--- Material supplied ---

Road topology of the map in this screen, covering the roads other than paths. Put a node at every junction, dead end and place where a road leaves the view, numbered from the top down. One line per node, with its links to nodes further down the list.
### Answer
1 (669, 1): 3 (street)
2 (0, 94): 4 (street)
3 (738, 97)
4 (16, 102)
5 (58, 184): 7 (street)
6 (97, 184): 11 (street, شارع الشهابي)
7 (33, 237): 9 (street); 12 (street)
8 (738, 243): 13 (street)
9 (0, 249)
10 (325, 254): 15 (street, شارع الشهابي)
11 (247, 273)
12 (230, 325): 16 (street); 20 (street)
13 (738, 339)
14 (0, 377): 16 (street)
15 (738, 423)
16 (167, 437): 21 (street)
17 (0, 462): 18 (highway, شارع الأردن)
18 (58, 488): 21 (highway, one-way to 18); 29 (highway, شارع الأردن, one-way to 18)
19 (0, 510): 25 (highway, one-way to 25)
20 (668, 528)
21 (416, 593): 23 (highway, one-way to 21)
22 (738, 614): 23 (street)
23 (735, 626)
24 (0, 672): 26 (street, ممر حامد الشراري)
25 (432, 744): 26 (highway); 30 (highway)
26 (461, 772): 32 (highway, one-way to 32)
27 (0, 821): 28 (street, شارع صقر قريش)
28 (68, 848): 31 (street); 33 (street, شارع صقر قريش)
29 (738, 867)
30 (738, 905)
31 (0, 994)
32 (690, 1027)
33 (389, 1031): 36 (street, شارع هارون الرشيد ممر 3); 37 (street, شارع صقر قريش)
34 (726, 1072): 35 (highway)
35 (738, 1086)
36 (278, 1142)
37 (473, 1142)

---

## How to complete this task
The task requires each record above to be restated exactly.

## Output of the exercise
Road topology of the map in this screen, covering the roads other than paths. Put a node at every junction, dead end and place where a road leaves the view, numbered from the top down. One line per node, with its links to nodes further down the list.
### Answer
1 (669, 1): 3 (street)
2 (0, 94): 4 (street)
3 (738, 97)
4 (16, 102)
5 (58, 184): 7 (street)
6 (97, 184): 11 (street, شارع الشهابي)
7 (33, 237): 9 (street); 12 (street)
8 (738, 243): 13 (street)
9 (0, 249)
10 (325, 254): 15 (street, شارع الشهابي)
11 (247, 273)
12 (230, 325): 16 (street); 20 (street)
13 (738, 339)
14 (0, 377): 16 (street)
15 (738, 423)
16 (167, 437): 21 (street)
17 (0, 462): 18 (highway, شارع الأردن)
18 (58, 488): 21 (highway, one-way to 18); 29 (highway, شارع الأردن, one-way to 18)
19 (0, 510): 25 (highway, one-way to 25)
20 (668, 528)
21 (416, 593): 23 (highway, one-way to 21)
22 (738, 614): 23 (street)
23 (735, 626)
24 (0, 672): 26 (street, ممر حامد الشراري)
25 (432, 744): 26 (highway); 30 (highway)
26 (461, 772): 32 (highway, one-way to 32)
27 (0, 821): 28 (street, شارع صقر قريش)
28 (68, 848): 31 (street); 33 (street, شارع صقر قريش)
29 (738, 867)
30 (738, 905)
31 (0, 994)
32 (690, 1027)
33 (389, 1031): 36 (street, شارع هارون الرشيد ممر 3); 37 (street, شارع صقر قريش)
34 (726, 1072): 35 (highway)
35 (738, 1086)
36 (278, 1142)
37 (473, 1142)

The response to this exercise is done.